-- Exercise --
Whenever a line contains the string "TAMAZULA", copy it out of the entries.

-- Data records --

====================

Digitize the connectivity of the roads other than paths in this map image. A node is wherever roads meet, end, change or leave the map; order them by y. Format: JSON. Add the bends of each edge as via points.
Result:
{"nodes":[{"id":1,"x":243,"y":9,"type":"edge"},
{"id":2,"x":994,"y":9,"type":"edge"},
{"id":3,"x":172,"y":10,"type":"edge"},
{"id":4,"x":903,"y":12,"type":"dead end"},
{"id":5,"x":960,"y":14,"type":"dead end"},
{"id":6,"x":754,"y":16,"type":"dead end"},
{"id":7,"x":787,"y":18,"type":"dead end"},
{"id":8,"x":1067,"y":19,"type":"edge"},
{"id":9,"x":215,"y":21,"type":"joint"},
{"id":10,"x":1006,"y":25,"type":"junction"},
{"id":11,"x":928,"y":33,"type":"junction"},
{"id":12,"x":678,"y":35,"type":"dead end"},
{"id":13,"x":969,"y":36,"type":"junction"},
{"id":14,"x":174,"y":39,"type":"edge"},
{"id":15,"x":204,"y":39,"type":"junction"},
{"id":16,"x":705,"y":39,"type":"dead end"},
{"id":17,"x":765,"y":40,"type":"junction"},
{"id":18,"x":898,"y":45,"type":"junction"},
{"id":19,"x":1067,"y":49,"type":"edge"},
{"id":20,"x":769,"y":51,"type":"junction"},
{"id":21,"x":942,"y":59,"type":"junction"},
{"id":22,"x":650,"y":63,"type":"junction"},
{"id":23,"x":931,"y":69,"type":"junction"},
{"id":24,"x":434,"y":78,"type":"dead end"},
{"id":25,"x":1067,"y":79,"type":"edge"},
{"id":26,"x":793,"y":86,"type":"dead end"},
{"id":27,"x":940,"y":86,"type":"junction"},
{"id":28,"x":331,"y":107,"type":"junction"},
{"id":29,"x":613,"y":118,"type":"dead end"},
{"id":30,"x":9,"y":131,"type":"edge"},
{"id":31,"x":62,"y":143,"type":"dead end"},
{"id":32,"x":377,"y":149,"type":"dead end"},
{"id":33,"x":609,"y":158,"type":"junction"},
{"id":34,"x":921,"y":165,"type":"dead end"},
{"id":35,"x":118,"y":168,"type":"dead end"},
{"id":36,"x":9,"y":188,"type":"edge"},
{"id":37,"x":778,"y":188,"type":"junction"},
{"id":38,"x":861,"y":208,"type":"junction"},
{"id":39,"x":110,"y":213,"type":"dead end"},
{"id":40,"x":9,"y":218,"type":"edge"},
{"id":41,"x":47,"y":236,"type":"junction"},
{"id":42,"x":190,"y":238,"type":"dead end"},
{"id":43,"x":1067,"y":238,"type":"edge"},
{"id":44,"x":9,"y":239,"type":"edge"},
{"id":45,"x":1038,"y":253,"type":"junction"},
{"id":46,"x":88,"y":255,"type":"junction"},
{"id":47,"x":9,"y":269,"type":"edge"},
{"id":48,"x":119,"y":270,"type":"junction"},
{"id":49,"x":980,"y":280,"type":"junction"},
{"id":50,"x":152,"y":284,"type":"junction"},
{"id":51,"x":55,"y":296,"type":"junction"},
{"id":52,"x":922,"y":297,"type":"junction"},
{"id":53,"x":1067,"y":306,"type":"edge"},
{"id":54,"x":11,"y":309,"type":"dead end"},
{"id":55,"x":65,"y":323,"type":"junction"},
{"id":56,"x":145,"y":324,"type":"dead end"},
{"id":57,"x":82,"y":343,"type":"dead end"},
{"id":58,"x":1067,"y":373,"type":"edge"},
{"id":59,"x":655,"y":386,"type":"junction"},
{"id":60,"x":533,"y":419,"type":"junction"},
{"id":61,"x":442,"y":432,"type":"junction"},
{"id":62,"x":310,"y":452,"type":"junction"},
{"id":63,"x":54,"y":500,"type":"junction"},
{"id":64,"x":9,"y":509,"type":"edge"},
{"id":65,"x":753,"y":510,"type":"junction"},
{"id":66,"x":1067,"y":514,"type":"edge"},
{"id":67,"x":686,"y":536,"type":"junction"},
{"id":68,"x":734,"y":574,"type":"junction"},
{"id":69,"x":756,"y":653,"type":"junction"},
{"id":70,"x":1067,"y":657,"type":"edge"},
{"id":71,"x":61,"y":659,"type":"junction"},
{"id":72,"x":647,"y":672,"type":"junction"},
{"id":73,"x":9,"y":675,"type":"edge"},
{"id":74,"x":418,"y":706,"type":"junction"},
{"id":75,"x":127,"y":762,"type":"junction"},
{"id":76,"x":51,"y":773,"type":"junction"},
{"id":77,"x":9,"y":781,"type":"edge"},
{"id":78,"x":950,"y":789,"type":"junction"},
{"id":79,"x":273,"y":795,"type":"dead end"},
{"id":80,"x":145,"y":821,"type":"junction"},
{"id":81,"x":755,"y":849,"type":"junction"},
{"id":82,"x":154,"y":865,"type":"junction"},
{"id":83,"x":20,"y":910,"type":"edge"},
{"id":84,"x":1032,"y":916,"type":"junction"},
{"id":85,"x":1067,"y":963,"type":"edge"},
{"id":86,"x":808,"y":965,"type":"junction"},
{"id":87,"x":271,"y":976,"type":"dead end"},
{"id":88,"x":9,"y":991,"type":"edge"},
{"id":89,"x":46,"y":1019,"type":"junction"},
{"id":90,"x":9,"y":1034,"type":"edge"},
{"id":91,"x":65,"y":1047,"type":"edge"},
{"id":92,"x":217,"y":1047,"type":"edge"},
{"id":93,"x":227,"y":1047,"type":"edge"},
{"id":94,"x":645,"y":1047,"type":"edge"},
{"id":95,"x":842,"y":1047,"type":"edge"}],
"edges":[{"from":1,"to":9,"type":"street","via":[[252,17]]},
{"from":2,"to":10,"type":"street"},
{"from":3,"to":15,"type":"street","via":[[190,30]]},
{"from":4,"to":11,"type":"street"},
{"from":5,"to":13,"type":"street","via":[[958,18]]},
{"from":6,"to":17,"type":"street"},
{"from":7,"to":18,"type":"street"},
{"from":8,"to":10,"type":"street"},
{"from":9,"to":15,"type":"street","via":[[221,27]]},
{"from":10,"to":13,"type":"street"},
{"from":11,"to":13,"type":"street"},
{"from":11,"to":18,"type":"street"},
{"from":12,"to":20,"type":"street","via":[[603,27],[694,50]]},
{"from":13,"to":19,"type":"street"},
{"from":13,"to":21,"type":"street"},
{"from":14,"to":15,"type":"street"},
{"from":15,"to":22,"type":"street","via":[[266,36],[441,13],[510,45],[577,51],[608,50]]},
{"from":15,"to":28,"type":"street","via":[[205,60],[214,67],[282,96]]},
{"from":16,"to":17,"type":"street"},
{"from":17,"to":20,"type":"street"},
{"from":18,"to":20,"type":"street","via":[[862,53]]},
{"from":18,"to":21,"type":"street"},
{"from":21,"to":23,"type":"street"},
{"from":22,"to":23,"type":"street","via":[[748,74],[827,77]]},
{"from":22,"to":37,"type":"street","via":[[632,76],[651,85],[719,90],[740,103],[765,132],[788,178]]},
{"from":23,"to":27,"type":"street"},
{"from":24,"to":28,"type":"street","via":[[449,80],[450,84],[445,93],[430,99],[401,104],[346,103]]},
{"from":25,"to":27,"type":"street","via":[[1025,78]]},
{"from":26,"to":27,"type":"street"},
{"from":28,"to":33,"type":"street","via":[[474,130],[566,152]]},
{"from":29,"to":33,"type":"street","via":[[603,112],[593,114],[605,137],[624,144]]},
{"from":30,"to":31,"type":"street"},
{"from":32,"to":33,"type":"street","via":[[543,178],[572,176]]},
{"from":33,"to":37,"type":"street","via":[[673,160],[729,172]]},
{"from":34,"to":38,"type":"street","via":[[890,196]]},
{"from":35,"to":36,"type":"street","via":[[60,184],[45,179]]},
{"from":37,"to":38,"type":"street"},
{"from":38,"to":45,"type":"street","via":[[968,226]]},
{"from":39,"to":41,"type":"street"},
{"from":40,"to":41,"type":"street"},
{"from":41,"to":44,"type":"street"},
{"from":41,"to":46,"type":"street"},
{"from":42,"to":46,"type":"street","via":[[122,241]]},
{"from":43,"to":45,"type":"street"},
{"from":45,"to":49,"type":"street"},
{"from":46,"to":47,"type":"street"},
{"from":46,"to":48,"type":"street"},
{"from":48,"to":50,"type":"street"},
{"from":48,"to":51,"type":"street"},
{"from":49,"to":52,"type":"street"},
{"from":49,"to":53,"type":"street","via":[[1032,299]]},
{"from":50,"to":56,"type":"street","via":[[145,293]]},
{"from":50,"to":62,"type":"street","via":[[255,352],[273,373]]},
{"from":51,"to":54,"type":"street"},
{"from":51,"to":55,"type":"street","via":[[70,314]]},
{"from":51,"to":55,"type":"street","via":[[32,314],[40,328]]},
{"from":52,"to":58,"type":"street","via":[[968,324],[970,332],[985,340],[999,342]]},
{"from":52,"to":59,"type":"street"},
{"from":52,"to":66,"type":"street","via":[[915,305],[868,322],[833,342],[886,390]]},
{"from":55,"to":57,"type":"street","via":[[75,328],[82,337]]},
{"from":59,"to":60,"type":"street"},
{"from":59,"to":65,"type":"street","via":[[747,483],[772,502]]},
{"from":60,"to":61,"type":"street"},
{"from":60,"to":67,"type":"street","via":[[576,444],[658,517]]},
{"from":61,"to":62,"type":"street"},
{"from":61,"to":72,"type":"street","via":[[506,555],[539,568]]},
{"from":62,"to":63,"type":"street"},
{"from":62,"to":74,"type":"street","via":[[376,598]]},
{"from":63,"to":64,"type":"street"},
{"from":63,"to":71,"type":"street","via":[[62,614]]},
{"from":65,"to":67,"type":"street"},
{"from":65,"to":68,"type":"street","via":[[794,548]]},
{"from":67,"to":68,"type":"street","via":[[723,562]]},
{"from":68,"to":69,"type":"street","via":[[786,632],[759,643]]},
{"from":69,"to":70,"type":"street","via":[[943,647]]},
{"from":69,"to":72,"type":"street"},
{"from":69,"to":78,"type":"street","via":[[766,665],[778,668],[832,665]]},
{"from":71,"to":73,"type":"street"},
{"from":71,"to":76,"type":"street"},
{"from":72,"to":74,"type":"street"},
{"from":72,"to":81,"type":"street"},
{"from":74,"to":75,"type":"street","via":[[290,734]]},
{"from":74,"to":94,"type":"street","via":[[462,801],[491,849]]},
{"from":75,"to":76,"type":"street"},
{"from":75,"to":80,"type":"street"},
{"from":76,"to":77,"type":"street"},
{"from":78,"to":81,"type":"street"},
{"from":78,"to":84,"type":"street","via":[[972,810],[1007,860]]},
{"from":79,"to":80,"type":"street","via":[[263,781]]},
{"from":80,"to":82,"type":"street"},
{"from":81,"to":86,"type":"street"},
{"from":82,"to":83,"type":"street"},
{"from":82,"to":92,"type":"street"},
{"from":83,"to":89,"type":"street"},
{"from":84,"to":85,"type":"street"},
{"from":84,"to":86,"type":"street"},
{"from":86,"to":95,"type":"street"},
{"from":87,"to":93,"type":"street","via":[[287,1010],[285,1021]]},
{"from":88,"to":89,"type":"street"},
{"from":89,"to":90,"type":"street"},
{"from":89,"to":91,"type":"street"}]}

====================

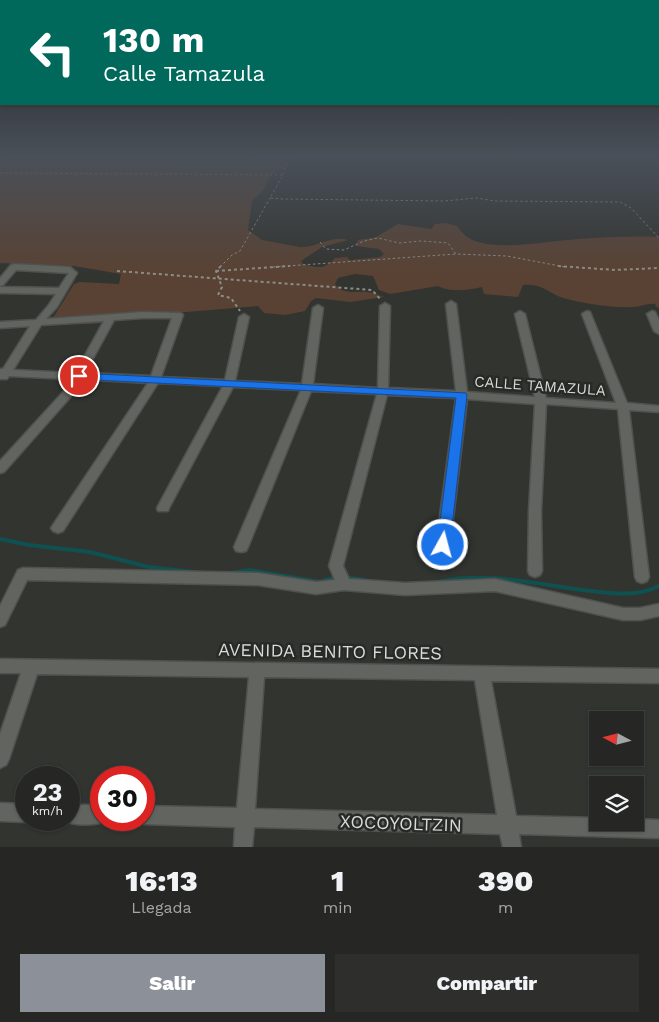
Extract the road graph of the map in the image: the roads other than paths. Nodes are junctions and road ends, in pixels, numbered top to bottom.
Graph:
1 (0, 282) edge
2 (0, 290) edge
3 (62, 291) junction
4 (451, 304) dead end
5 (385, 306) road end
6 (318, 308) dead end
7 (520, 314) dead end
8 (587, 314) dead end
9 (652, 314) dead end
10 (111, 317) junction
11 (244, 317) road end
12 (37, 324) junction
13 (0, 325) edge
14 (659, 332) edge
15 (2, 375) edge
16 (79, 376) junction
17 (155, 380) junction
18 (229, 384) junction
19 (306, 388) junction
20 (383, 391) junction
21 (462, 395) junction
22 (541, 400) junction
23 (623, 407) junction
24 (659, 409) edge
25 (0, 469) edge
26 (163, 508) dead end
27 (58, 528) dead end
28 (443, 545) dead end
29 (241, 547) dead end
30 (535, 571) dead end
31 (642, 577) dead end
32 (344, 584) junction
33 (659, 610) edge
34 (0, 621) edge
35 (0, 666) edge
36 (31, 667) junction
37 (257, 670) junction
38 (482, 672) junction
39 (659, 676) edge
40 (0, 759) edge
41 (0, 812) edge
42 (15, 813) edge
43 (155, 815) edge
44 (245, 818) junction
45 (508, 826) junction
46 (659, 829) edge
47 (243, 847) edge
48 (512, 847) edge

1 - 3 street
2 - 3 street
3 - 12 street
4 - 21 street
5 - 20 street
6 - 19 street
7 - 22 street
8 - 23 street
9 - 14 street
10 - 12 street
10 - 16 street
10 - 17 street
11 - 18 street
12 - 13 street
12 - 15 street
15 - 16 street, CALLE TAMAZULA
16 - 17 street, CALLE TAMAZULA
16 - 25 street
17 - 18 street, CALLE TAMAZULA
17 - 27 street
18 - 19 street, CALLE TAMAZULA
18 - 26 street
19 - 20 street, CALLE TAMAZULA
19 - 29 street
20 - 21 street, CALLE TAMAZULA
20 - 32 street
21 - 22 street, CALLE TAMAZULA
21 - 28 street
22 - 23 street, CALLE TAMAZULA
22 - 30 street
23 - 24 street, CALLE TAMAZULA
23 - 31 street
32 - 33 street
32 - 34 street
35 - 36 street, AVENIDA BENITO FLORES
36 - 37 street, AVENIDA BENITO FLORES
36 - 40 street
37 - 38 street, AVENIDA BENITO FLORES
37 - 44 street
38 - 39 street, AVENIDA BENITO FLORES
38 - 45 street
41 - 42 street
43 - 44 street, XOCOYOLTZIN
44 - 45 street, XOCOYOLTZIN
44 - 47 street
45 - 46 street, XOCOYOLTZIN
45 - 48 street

====================

-- Solution for this exercise --
15 - 16 street, CALLE TAMAZULA
16 - 17 street, CALLE TAMAZULA
17 - 18 street, CALLE TAMAZULA
18 - 19 street, CALLE TAMAZULA
19 - 20 street, CALLE TAMAZULA
20 - 21 street, CALLE TAMAZULA
21 - 22 street, CALLE TAMAZULA
22 - 23 street, CALLE TAMAZULA
23 - 24 street, CALLE TAMAZULA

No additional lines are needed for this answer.